Talent Management
October 15, 2018

How to transition from an Individual Contributor to a Manager

The shift from an Individual Contributor (IC) to a Manager does not come naturally to all. As an employee, you would have spent years perfecting a few technical skills necessary for excelling at your job. However, once you become a manager, you are required to put the 'Me' on the back-burner and focus on the 'We'. Consequently, the skills you will require to succeed as a manager are very different than those you acquired as an IC.

The following are some of the key qualities that you will have to develop to become an effective manager: 

  1. Delegate
    Warren Buffet has famously said, "We delegate almost to the point of abdication." Managers across the world and industries have also stressed the benefits of delegation to the point of notoriety. In order to focus on 'mission-critical' activities, you need to free up time and delegate a few responsibilities to your team members. Effective delegation also helps in empowering team members to take-up additional responsibilities and contributes to their professional growth. 
  2. Reach out to New Peers and Mentors
    As a new manager, you can benefit from existing managers' experiences and receive valuable advice on handling tricky situations and expectations of the team, amongst other things.
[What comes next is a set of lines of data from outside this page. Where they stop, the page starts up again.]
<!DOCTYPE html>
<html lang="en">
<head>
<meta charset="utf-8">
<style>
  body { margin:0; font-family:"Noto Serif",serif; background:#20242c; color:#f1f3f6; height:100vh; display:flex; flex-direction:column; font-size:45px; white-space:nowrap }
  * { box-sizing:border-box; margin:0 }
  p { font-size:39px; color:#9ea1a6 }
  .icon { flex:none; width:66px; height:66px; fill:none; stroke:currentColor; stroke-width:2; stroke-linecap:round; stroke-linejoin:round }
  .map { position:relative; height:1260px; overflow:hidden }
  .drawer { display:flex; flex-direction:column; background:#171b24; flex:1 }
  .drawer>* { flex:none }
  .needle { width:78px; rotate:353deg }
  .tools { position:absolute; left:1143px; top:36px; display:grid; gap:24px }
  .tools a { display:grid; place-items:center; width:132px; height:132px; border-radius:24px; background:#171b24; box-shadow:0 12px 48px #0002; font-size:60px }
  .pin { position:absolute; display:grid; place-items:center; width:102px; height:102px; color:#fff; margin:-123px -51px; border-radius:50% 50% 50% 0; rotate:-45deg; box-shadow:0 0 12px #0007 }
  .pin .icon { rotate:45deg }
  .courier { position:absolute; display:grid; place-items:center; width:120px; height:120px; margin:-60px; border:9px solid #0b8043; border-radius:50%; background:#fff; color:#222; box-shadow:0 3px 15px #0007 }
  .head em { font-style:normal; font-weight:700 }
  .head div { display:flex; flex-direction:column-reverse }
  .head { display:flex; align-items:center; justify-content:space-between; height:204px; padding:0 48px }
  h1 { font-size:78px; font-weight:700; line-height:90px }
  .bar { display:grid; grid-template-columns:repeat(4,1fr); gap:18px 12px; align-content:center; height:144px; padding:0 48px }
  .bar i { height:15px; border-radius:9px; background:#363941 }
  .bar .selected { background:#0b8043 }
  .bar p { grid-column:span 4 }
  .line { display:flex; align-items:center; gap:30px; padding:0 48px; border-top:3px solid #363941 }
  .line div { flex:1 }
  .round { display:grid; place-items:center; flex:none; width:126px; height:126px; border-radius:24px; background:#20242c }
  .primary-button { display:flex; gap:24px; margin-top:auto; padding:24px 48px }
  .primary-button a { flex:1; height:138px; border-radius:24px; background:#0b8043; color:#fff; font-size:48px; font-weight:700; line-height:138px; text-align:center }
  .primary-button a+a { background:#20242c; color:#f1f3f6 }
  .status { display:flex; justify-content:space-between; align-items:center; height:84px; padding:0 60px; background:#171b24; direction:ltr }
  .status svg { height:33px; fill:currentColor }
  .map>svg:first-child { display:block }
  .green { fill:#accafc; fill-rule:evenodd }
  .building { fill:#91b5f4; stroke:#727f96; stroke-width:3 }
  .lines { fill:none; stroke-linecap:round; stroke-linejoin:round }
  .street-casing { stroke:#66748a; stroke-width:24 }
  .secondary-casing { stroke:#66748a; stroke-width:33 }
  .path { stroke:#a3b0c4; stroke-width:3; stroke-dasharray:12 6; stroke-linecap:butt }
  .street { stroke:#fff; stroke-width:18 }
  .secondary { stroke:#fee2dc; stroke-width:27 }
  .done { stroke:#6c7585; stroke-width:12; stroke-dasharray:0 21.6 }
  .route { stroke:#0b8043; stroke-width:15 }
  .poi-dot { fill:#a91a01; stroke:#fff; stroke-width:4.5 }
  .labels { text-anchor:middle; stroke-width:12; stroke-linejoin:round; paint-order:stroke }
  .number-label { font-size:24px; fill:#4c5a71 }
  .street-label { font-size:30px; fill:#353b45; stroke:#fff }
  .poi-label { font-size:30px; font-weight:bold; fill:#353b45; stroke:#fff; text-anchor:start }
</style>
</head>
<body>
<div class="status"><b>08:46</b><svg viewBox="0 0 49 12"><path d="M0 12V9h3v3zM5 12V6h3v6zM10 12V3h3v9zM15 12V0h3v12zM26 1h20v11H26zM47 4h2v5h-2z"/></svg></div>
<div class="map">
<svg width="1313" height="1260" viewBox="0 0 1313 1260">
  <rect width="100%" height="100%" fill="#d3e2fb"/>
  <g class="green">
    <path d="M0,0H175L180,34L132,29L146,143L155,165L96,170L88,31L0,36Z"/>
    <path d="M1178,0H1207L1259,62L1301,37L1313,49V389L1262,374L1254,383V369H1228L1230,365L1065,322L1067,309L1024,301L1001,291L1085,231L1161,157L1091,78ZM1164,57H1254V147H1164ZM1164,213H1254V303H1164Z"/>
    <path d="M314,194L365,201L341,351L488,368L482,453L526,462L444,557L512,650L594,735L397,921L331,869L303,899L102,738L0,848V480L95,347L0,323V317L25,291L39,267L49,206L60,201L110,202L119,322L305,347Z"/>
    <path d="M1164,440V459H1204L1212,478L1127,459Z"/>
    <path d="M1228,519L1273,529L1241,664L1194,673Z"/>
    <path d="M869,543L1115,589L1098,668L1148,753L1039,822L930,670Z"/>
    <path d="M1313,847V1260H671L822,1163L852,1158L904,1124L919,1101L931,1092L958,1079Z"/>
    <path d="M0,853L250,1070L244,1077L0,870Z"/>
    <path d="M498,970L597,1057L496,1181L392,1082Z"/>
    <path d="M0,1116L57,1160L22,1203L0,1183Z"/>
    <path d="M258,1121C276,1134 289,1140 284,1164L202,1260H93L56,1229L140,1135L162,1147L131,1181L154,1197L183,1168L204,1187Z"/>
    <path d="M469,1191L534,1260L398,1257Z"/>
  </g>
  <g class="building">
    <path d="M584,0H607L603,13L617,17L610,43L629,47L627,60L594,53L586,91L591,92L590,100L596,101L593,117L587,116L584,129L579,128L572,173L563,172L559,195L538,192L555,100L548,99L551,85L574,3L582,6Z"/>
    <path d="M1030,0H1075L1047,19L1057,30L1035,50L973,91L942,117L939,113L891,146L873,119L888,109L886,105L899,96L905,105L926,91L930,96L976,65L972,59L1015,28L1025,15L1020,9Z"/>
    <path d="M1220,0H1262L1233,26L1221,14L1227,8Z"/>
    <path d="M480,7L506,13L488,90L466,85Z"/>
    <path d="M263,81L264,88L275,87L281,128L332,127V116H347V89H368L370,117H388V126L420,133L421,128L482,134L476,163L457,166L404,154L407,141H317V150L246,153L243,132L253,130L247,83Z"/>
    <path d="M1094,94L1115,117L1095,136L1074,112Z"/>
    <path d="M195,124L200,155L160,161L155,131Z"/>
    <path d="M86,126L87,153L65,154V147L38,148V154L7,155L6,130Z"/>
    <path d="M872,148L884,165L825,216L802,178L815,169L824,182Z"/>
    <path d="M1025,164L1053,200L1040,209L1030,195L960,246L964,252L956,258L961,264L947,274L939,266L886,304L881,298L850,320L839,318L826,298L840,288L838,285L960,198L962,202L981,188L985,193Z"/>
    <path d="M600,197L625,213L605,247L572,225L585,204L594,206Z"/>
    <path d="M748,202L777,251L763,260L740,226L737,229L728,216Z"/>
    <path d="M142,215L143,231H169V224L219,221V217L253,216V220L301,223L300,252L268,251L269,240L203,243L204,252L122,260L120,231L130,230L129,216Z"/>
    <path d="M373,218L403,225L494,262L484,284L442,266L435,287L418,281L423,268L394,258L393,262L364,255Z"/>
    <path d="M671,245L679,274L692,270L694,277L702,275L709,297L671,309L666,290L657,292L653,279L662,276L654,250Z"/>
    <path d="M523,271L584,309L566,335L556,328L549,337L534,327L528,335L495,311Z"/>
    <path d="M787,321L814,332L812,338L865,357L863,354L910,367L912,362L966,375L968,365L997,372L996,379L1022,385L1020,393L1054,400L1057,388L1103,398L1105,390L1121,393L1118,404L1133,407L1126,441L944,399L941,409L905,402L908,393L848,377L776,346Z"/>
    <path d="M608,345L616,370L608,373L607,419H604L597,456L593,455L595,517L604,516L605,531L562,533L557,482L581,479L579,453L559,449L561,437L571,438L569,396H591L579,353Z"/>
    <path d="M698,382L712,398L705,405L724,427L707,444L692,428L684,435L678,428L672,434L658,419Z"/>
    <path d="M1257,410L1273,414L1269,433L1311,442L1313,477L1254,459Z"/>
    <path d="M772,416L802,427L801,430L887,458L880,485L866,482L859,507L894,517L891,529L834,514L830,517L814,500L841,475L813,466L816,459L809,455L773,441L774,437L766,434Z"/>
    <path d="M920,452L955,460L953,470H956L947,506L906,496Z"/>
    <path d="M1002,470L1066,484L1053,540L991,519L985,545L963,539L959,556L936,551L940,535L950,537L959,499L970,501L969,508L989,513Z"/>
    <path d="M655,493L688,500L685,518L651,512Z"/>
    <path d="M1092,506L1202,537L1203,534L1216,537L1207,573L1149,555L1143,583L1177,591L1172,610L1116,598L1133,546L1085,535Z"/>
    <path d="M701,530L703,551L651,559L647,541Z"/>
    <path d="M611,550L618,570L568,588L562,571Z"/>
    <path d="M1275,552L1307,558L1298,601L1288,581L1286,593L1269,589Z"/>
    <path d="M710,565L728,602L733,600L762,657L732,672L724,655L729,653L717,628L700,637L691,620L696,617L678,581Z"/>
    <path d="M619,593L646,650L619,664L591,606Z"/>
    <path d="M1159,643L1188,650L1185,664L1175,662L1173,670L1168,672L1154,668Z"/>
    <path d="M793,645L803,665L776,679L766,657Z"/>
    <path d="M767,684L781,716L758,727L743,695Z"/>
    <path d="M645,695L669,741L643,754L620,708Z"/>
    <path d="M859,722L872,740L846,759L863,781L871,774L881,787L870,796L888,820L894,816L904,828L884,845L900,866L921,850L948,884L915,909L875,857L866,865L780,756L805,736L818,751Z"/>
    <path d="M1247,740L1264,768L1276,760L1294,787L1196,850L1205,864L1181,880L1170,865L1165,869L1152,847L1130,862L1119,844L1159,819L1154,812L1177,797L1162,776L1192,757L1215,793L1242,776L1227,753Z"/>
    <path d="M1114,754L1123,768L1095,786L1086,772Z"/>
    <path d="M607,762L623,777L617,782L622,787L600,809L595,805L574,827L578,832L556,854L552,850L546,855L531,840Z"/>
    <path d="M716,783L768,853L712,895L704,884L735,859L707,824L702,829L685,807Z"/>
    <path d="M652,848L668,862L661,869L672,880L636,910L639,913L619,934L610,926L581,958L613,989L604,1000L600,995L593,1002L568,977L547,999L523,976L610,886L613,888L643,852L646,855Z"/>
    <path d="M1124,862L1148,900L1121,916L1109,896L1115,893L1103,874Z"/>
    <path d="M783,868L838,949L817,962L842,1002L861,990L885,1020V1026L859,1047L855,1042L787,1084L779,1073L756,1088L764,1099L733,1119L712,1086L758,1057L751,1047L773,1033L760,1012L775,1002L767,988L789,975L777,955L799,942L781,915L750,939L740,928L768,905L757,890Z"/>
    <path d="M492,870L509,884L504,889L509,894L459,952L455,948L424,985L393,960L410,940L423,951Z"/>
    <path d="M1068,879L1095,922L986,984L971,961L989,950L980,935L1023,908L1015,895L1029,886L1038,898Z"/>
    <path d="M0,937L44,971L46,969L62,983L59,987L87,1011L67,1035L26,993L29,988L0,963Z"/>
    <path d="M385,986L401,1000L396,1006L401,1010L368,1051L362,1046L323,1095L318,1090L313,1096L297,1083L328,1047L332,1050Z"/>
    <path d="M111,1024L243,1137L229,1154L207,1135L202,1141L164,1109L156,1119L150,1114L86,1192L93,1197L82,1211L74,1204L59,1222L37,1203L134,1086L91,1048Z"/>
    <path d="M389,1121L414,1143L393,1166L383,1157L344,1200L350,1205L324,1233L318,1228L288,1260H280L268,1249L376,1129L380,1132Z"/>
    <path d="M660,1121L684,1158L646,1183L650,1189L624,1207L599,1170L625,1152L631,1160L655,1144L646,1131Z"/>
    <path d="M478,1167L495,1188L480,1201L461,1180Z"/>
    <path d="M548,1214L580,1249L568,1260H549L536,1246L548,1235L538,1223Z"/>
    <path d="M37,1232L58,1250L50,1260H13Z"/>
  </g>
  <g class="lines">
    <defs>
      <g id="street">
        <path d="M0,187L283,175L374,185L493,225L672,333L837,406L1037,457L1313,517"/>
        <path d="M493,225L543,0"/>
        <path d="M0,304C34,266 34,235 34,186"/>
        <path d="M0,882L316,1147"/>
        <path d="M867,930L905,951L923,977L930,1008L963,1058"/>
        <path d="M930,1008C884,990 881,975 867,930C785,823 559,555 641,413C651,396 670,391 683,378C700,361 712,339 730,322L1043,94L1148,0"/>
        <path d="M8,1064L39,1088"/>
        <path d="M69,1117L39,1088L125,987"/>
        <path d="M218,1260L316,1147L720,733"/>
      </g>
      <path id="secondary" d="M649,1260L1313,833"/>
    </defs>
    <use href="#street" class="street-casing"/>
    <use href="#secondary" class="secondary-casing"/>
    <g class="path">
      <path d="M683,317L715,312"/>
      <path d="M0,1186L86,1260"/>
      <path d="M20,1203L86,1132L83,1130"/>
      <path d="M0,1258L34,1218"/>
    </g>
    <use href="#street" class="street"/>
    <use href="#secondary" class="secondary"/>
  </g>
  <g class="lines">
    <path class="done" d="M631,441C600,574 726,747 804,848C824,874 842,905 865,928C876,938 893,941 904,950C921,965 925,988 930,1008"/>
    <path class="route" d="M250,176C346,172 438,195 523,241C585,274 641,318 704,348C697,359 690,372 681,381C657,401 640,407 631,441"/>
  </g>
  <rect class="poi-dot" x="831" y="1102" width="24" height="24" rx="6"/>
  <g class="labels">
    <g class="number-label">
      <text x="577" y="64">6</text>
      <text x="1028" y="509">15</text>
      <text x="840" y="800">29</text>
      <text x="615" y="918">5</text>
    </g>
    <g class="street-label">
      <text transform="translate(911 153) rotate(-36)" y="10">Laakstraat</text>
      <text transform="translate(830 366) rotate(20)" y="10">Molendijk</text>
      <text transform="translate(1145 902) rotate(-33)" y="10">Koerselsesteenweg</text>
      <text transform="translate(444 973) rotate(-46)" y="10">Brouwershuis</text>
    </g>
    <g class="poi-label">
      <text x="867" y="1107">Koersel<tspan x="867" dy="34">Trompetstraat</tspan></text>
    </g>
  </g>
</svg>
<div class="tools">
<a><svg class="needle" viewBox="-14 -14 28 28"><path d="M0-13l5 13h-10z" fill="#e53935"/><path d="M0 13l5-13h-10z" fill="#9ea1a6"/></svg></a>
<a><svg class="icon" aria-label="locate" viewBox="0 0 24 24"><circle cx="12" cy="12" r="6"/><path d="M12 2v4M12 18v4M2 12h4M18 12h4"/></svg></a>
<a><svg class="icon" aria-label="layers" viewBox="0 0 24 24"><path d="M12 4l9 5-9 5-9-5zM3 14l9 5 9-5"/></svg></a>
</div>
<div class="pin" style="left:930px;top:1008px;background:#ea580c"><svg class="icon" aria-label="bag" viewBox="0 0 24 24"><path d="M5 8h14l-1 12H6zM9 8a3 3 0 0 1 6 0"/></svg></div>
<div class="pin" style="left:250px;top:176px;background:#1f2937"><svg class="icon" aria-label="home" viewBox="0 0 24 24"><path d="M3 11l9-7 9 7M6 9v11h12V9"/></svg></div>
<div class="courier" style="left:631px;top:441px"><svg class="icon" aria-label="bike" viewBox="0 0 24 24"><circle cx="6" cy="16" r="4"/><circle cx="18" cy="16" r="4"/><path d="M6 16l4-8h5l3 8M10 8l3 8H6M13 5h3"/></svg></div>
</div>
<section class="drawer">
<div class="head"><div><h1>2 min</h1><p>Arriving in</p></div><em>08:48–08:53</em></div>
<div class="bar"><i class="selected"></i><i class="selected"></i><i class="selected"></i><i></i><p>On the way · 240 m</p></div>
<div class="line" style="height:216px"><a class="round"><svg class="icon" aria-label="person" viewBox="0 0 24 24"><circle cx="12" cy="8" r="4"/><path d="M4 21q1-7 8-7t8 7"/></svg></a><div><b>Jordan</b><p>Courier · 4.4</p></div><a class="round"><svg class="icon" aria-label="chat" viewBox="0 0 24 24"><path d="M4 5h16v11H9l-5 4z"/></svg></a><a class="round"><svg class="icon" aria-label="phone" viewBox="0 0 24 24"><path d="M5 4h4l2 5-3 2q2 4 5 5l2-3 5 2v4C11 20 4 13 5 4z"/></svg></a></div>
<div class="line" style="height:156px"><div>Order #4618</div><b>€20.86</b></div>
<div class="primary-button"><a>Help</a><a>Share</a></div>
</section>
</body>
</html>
    Several organizations offer mentorship programs where newly minted managers spend time with top management personnel to understand the strategic goals and the managers' role in achieving them. You should use these opportunities to align your objectives with those of the organization. 
  3. Engage the Team and be a Part of It 
    The professional development of the team should be one of the most important points to focus on for you as a manager. You might overlook this as you get busy juggling several hats simultaneously but this can end up being a major error as the effect of a disengaged and demotivated team will impact overall output and lead to a vicious downward spiral in productivity. 

    For this, you should spend time with every team member to understand their aspirations and skills and assign jobs that satisfy both these aspects to the greatest extent possible. 

    Your actions are also closely monitored by your new team and it is important to set an example of what you expect from the members. If you want your employees to be on time for meetings, you certainly cannot always walk in 10 minutes late.
  4. Value Security Over Salary
    Your team will thrive when they believe that they can present ideas without the fear of ridicule. As per research conducted by The Association of Accounting Technicians, relationships with colleagues and self-worth outweigh the compensation received by the employee. You, as a manager, should ensure that all suggestions receive fair consideration and successful ideas are attributed to the respective team members.

    A great manager distributes the accolades amongst the team and keeps the brickbats for himself.
  5. Set Aside Time for Strategic Goals
    A manager should avoid getting caught up completely in the day-to-day team management and administrative tasks. You should find time for converting the organization's long-term goals into a tangible output. This requires spending time thinking and analyzing new ideas.

    You should consciously set aside a few hours every week to think without interruptions.

    Even if you have taken steps to ensure that your transition is smooth, you might face situations inherent to the job.
  6. Managing Former Peers
    An internal promotion often means that you will lead a team that you were previously a part of. This is a tricky situation and you might need to tread lightly at first to allow everyone to recalibrate their relationship. It is, however, necessary to reinforce authority by establishing credibility and indicating how you will function as a boss.
  7. Strive to be Trustworthy rather than Likeable
    As a manager, you are a bridge between the team and the higher management. This can create conflict if the team feels dissatisfied over certain requests not being accepted. It is your job to explain the context behind unpopular decisions to the team. Conversely, you should push for the team's legitimate requests to be accepted.

    Being truthful is also important while having tough conversations with team members. You will have to learn to deal with these situations patiently yet firmly and be transparent in your evaluations. Feedback about unsatisfactory performance, unprofessional behaviour, and communication of termination will almost always be met by push-back. In case of a disagreement, you should be willing to meet the team halfway keeping it's best interest in mind.

    For example, if a team member asks for a transfer to another department, an honest conversation with her about some lacking skill-sets is way better than giving false assurances and disappointing her later. You can then get her enrolled in training to help her achieve her goals.

The shift to a managerial role is tremendously exciting and nerve-wrecking at the same time and may be full of mis-steps. However, through all this, it is important that you believe that you can succeed and accept the process of constant learning as the new normal.